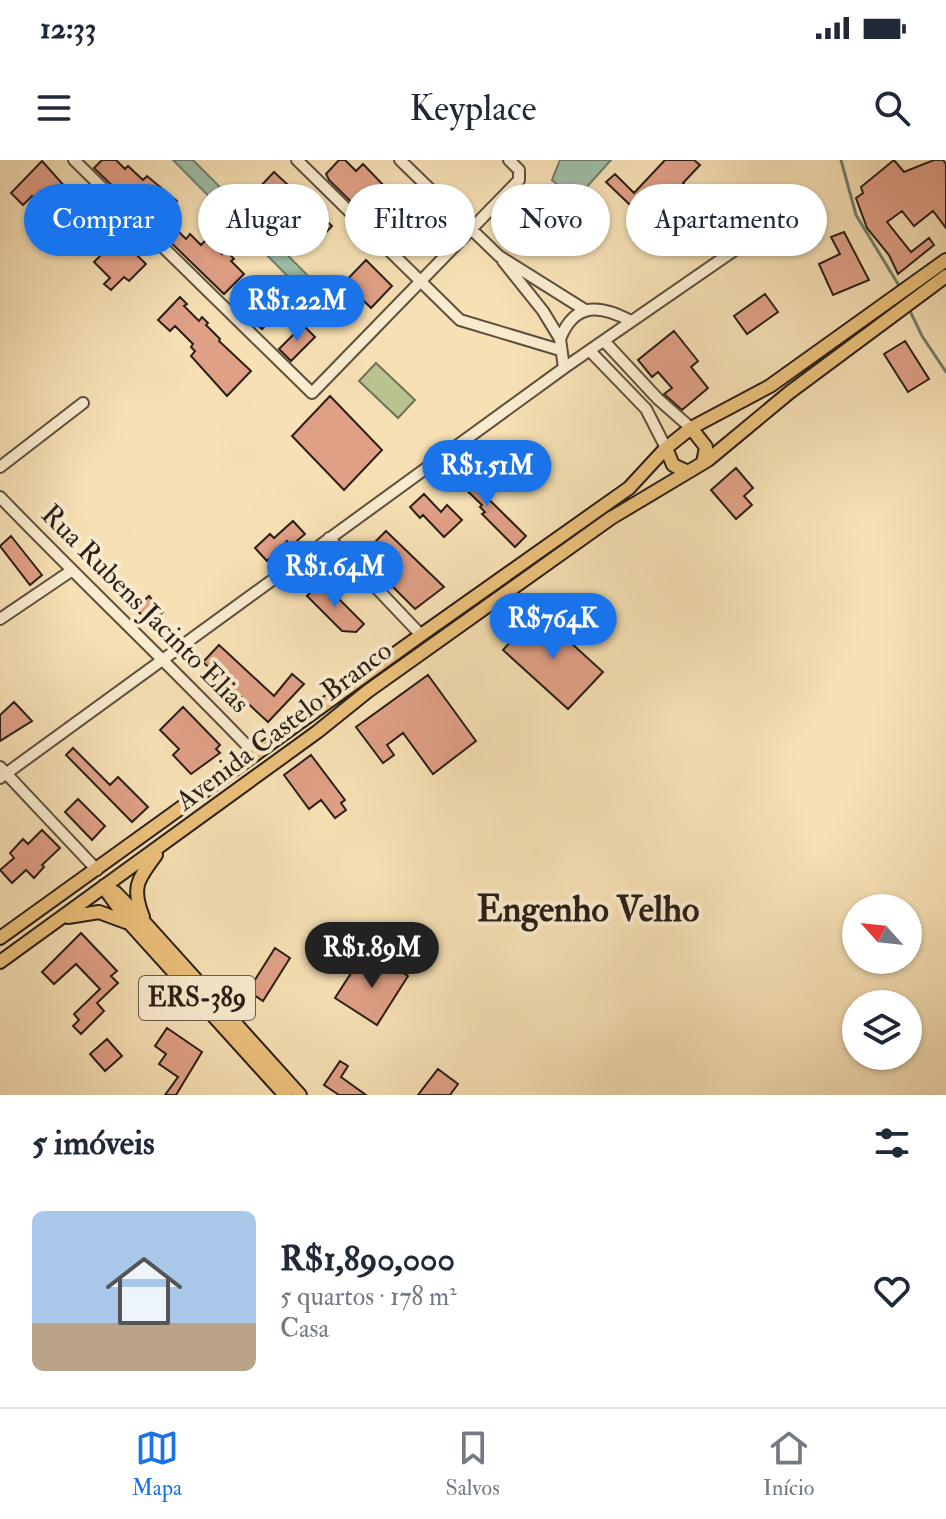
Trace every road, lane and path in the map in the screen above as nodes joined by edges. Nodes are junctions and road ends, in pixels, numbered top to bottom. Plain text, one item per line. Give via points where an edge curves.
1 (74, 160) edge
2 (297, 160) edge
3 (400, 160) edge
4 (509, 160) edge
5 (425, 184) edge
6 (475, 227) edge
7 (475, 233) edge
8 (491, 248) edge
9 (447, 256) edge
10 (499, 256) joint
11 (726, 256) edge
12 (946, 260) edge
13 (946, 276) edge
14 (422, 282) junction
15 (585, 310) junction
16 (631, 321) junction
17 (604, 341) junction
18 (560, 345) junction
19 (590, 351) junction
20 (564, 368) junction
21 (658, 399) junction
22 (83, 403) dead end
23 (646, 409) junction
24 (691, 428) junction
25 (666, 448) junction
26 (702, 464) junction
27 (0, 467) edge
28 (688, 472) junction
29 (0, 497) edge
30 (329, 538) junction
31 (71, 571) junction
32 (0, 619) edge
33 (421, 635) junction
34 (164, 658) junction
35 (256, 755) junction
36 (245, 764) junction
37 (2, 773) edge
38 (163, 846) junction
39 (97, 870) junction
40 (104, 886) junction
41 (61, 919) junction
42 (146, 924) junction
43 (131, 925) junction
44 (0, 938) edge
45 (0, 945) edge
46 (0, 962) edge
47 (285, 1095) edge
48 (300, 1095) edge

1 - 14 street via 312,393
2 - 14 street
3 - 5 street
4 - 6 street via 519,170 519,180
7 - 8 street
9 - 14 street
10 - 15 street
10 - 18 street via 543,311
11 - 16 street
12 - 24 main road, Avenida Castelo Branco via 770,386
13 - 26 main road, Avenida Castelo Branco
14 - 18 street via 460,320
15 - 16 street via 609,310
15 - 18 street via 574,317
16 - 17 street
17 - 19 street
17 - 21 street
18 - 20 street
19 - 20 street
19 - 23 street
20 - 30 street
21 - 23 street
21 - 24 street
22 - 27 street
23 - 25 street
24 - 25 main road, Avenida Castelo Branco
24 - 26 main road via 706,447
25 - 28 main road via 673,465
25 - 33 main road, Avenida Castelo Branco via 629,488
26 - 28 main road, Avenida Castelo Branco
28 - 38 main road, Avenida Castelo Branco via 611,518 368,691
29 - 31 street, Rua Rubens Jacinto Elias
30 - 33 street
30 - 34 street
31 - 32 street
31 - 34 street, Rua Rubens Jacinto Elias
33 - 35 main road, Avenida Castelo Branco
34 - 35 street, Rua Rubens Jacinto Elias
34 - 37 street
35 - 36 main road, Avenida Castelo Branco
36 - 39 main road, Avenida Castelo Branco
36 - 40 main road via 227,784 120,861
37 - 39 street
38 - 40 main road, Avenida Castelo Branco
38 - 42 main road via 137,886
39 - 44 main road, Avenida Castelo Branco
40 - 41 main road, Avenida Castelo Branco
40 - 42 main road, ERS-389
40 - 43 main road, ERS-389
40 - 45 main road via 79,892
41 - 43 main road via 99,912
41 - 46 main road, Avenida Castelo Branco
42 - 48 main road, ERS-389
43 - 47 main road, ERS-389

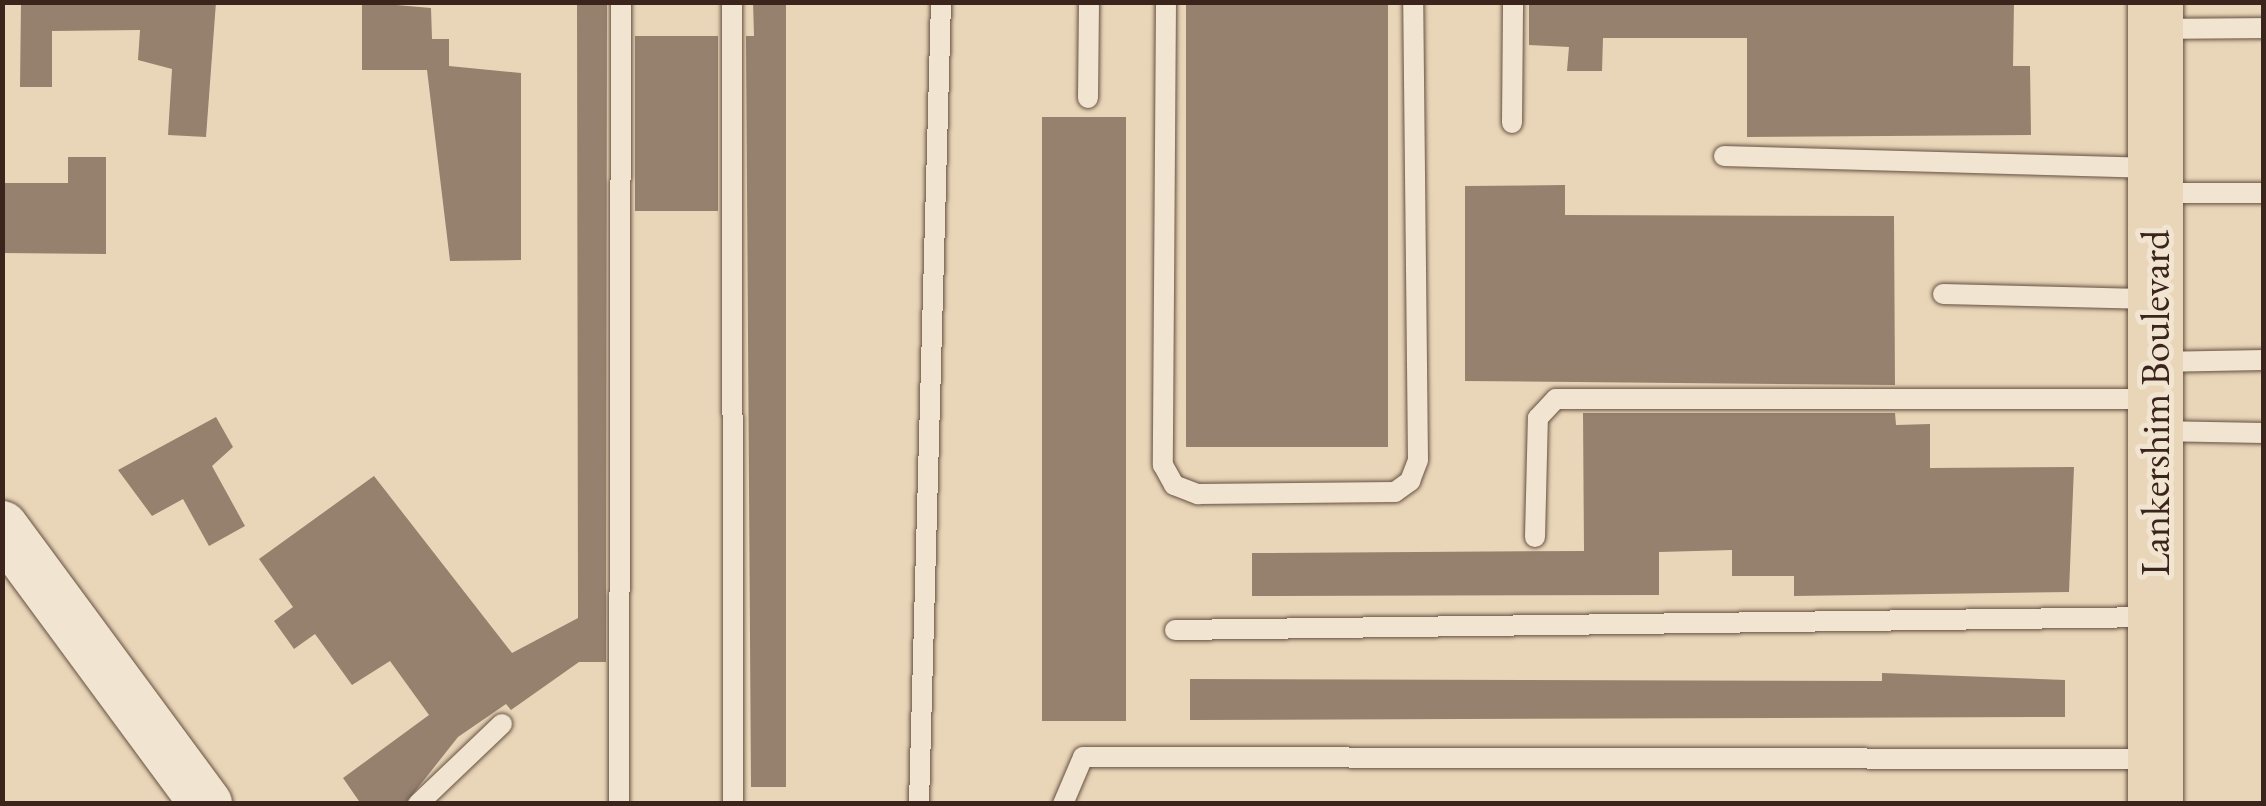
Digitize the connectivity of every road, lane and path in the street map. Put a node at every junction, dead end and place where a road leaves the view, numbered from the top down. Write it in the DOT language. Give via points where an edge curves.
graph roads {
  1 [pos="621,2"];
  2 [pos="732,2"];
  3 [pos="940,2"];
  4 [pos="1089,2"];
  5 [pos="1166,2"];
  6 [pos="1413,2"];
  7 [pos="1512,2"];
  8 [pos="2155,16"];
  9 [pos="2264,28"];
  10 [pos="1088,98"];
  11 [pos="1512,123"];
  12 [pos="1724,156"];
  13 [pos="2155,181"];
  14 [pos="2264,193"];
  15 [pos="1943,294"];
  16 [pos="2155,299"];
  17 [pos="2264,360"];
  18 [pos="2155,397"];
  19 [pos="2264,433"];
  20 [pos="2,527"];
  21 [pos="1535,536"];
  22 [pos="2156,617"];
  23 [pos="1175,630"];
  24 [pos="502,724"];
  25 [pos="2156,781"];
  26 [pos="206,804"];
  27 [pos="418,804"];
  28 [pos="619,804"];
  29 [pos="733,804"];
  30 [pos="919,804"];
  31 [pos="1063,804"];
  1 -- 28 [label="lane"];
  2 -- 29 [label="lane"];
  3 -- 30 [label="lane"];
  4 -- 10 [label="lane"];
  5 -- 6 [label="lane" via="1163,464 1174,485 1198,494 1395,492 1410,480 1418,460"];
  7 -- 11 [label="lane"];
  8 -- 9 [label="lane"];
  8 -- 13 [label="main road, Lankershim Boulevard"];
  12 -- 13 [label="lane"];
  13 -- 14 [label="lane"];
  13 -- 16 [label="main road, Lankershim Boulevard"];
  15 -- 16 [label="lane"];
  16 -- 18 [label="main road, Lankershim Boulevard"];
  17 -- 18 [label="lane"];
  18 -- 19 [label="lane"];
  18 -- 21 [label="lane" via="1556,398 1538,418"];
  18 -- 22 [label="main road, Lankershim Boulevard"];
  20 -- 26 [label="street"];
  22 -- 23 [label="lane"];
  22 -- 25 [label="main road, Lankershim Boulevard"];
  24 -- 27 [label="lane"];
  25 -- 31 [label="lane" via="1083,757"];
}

════════

• Exercise
Each line above that holds the string "Give" should be copied and shown.

• Solved exercise
Trace every road, lane and path in the map in the screen above as nodes joined by edges. Nodes are junctions and road ends, in pixels, numbered top to bottom. Plain text, one item per line. Give via points where an edge curves.
Digitize the connectivity of every road, lane and path in the street map. Put a node at every junction, dead end and place where a road leaves the view, numbered from the top down. Write it in the DOT language. Give via points where an edge curves.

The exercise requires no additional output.